ANKARA, Turkey - Turkey's prime minister on Saturday sharply criticized France for a bill that would make it a crime to deny that the World War I-era mass killing of Armenians was genocide.

ANKARA, Turkey - Turkey's prime minister on Saturday sharply criticized France for a bill that would make it a crime to deny that the World War I-era mass killing of Armenians was genocide.

Saying France should investigate what he claimed was its own "dirty and bloody history" in Algeria and Rwanda, Recep Tayyip Erdogan insisted Turkey would respond "through all kinds of diplomatic means."

Historians estimate that as many as 1.5 million Armenians were killed by Ottoman Turks as their empire collapsed, an event many international experts regard as genocide and that France recognized as such in 2001. Turkish leaders reject the term, arguing that the toll is inflated, that there were deaths on both sides, and that those killed were victims of civil war and unrest.

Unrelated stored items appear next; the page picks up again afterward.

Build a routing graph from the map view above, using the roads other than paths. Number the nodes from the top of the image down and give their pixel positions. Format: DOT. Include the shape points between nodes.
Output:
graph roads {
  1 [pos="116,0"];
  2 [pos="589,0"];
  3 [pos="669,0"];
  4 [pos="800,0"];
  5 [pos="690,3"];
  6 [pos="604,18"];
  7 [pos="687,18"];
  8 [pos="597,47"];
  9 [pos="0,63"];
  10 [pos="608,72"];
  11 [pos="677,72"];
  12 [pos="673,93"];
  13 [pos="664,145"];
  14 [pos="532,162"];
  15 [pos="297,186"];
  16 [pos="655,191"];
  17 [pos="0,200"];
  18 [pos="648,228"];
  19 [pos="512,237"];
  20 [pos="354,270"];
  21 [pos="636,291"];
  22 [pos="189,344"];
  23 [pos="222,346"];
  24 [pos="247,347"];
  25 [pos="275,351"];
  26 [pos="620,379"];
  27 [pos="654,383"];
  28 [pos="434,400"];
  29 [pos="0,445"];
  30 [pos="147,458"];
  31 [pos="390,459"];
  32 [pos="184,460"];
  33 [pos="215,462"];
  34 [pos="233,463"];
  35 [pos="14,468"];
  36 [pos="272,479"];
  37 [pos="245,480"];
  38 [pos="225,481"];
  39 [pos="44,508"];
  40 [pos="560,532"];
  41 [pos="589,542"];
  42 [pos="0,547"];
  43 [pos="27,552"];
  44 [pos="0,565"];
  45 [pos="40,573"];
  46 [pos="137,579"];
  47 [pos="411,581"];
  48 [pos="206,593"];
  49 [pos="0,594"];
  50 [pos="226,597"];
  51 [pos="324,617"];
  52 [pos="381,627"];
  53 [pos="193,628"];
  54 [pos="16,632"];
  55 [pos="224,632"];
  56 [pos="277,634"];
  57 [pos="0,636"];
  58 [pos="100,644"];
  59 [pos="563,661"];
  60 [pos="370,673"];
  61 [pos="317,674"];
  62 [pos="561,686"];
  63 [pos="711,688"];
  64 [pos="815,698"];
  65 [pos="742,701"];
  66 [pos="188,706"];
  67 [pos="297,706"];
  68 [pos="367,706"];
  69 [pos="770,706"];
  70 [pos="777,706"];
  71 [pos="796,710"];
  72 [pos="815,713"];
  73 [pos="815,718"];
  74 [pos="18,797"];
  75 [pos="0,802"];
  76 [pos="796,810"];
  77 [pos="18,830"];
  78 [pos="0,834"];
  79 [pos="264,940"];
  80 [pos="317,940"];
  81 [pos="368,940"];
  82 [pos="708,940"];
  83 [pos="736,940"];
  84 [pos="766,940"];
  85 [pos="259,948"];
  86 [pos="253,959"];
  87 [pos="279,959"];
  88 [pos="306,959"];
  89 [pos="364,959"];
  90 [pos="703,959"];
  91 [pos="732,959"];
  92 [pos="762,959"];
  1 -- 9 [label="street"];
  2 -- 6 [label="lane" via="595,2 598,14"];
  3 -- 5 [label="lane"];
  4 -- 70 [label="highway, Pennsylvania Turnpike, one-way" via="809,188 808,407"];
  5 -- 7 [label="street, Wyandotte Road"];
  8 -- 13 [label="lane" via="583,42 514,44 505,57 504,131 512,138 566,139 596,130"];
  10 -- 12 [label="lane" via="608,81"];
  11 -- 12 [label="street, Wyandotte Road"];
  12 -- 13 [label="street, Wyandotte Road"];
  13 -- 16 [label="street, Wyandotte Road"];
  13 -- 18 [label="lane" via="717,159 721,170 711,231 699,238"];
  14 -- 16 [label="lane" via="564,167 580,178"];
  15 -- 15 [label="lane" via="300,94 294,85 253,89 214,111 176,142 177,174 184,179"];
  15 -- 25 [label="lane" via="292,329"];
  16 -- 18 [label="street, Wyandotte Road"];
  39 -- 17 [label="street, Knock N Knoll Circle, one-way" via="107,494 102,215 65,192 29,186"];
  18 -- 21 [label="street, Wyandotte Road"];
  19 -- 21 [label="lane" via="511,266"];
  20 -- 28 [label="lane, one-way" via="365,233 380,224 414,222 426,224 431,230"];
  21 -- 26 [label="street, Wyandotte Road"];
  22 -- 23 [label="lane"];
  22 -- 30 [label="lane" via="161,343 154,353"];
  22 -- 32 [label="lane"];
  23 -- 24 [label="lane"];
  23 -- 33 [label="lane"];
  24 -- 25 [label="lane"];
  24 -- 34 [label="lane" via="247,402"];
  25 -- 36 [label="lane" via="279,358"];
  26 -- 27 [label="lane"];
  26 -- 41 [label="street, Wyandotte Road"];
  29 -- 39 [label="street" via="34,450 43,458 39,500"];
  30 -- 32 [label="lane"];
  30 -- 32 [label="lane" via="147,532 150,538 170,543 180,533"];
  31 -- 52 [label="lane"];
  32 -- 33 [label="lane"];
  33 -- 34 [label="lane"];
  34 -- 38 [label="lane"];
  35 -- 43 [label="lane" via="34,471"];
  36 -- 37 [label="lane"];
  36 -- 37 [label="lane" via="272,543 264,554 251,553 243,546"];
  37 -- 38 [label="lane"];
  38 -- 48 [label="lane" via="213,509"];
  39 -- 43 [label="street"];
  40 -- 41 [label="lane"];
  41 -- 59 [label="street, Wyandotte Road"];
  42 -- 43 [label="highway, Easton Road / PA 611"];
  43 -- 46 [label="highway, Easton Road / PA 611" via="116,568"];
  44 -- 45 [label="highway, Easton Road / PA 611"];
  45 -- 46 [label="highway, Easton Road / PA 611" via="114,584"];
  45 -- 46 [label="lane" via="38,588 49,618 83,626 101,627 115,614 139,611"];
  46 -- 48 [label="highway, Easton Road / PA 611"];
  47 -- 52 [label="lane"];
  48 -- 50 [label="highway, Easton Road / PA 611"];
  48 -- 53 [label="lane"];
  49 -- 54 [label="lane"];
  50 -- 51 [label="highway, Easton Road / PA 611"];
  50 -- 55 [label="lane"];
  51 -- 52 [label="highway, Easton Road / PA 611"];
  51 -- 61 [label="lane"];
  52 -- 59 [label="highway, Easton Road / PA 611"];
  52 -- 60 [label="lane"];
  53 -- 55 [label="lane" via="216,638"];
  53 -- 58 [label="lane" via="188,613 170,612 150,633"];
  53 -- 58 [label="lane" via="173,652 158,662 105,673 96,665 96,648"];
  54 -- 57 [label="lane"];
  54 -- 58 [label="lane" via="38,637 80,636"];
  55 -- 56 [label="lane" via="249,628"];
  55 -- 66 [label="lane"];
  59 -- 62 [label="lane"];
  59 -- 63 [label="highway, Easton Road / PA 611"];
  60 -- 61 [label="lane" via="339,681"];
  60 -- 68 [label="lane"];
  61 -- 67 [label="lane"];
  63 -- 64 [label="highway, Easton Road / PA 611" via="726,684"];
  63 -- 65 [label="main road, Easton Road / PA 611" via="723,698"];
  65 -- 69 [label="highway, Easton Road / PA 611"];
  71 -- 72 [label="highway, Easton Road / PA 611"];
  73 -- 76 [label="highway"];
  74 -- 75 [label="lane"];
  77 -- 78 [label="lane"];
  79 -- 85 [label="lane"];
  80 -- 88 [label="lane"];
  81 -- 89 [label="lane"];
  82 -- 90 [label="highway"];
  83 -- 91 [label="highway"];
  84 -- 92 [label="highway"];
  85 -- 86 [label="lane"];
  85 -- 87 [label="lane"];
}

On Thursday, the lower house of France's Parliament will debate a proposal that would make denying the massacre was genocide punishable by up to a year in prison and $58,500 in fines, putting it on par with Holocaust denial, which was banned in the country in 1990.

Erdogan lashed out at France during a joint news conference with Mustafa Abdul-Jalil - the chairman of Libya's National Transitional Council - saying there were reports that France was responsible for the deaths of 45,000 people in Algeria in 1945 and for the massacre of up to 800,000 people in Rwanda in 1994.

"No historian, no politician can see genocide in our history," Erdogan said. "Those who do want to see genocide should turn around and look at their own dirty and bloody history."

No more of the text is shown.